*** Opening of Exercise material ***

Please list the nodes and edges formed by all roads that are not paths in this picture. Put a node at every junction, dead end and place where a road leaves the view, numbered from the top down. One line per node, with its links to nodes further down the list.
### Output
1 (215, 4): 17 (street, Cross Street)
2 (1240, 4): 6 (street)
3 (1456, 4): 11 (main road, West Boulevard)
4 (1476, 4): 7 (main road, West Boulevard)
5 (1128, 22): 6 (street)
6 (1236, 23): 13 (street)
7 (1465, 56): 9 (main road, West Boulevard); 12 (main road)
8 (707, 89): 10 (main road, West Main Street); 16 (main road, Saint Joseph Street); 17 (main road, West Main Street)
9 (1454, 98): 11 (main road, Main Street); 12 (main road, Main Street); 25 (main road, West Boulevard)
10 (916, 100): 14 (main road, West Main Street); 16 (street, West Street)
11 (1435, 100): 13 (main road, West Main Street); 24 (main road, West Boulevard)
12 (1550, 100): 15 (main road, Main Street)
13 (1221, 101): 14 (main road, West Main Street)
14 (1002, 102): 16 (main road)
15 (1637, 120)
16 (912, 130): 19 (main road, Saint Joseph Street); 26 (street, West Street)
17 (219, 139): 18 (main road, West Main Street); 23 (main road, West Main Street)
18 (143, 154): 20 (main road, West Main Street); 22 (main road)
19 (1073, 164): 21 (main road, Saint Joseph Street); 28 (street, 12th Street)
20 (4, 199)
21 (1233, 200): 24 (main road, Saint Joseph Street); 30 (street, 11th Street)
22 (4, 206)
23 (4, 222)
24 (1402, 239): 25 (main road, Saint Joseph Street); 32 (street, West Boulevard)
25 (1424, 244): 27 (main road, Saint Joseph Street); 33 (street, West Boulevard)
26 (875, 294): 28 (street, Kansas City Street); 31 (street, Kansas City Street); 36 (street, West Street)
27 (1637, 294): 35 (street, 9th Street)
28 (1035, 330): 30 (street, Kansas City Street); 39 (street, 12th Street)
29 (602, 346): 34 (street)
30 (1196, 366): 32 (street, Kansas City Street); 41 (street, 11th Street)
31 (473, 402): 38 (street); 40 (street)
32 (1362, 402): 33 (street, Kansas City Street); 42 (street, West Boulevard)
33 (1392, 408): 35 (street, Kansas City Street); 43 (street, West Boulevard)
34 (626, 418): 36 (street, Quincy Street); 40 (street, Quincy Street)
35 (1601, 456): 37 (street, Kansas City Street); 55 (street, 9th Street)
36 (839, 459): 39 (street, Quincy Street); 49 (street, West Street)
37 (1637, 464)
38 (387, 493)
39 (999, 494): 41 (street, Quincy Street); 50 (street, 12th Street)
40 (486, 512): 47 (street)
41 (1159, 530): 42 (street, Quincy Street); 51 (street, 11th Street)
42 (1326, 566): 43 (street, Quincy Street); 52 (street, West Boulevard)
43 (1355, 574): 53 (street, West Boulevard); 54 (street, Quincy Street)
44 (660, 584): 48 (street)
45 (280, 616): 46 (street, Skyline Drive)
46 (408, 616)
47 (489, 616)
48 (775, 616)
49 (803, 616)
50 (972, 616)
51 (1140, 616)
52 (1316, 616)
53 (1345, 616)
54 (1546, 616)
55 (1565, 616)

*** Close of Exercise material ***
*** Opening of Exercise material ***

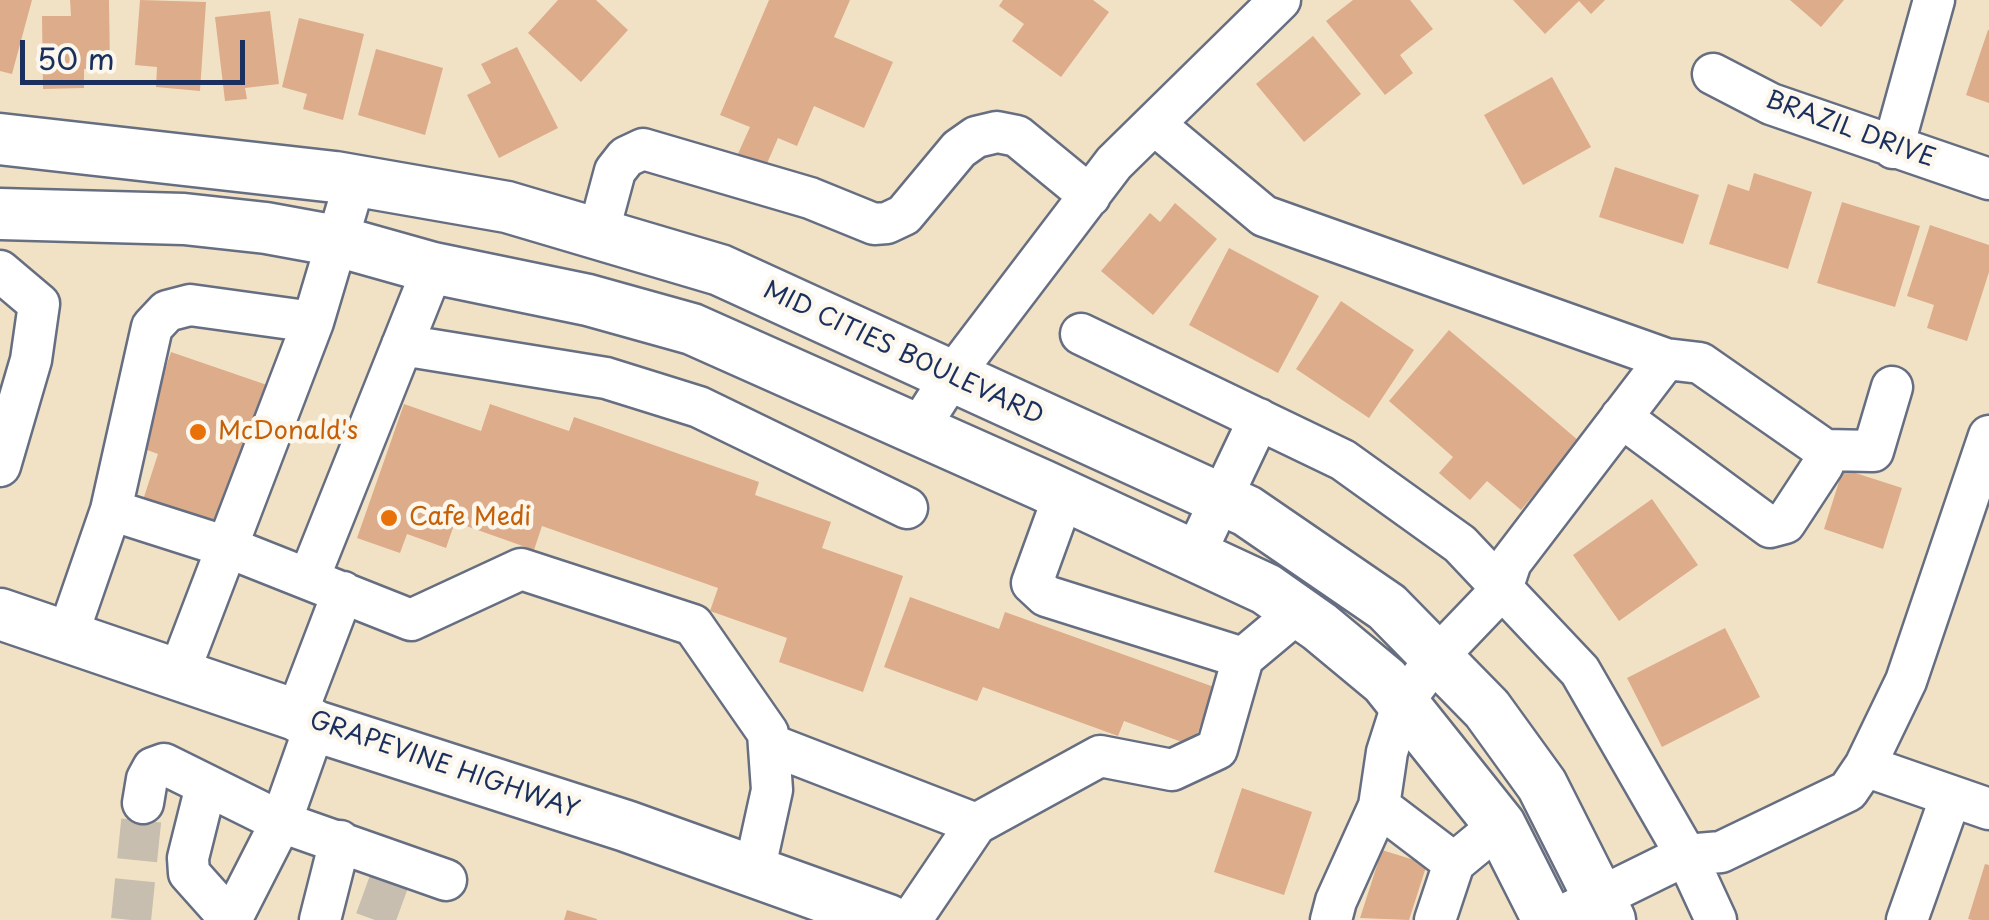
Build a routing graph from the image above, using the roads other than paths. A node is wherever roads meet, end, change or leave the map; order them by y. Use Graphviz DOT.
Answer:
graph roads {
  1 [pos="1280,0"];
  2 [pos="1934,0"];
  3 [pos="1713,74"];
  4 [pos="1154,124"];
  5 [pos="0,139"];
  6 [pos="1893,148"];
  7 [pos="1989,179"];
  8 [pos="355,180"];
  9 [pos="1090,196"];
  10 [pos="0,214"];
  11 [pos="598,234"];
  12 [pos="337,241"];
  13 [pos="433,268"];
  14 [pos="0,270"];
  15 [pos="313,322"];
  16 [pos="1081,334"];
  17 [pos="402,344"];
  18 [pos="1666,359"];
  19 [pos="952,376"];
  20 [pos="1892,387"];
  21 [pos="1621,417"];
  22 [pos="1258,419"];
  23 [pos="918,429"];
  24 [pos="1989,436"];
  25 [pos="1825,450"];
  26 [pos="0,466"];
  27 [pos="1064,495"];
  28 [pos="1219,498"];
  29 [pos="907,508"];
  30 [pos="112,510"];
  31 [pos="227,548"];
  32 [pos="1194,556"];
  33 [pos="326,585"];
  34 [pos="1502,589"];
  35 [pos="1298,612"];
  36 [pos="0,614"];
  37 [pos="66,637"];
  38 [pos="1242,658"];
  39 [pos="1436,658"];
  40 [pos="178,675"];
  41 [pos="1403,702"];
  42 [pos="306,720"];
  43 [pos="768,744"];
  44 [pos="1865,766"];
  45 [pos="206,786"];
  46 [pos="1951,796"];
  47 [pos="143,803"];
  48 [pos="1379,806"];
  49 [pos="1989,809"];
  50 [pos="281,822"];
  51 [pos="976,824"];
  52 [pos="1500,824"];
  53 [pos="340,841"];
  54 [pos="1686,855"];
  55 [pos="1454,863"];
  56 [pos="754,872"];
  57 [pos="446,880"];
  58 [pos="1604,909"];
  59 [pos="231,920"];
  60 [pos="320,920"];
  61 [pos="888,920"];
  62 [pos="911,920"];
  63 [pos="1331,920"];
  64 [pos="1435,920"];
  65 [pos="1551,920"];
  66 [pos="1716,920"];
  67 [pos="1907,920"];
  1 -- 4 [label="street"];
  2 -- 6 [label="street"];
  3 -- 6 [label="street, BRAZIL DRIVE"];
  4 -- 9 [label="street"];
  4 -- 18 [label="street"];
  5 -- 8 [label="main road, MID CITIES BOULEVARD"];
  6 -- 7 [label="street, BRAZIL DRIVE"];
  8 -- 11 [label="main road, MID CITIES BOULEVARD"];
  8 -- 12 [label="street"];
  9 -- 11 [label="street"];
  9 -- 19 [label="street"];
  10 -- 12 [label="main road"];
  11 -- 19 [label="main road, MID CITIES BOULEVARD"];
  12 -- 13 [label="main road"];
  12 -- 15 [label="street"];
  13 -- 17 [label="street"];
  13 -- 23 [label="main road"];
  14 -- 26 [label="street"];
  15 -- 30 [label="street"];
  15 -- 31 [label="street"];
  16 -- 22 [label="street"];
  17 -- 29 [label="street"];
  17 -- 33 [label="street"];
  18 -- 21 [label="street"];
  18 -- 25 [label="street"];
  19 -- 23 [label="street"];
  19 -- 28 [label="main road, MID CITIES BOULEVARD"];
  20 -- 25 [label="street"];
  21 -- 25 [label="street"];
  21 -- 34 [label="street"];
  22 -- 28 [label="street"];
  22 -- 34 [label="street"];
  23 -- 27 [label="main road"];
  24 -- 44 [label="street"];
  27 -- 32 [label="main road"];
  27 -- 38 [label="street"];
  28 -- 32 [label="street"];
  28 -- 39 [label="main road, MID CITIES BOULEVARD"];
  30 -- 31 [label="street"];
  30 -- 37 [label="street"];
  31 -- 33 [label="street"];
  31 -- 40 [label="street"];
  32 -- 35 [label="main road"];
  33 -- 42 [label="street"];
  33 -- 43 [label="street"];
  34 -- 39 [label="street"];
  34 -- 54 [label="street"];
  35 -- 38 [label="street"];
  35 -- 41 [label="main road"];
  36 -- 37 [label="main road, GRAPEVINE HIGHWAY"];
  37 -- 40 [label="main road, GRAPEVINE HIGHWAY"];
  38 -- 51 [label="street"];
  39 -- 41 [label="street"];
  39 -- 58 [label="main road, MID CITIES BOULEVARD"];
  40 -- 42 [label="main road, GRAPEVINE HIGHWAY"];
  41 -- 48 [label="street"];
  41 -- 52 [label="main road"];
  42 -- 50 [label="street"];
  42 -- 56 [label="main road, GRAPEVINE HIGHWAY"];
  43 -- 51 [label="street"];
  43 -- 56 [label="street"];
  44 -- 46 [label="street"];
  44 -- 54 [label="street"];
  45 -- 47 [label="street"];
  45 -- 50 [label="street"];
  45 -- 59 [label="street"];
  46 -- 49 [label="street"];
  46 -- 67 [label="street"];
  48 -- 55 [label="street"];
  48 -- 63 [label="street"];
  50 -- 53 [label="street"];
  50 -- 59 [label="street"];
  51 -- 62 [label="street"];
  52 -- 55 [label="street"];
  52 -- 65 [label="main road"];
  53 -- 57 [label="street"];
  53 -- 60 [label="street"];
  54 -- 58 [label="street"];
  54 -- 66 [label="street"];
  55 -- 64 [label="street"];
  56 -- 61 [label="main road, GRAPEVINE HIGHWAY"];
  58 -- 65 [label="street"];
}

*** Close of Exercise material ***

▸ What to do
Look through the entries above for the word "graph". Copy every line where it shows up.

▸ Result
Build a routing graph from the image above, using the roads other than paths. A node is wherever roads meet, end, change or leave the map; order them by y. Use Graphviz DOT.
graph roads {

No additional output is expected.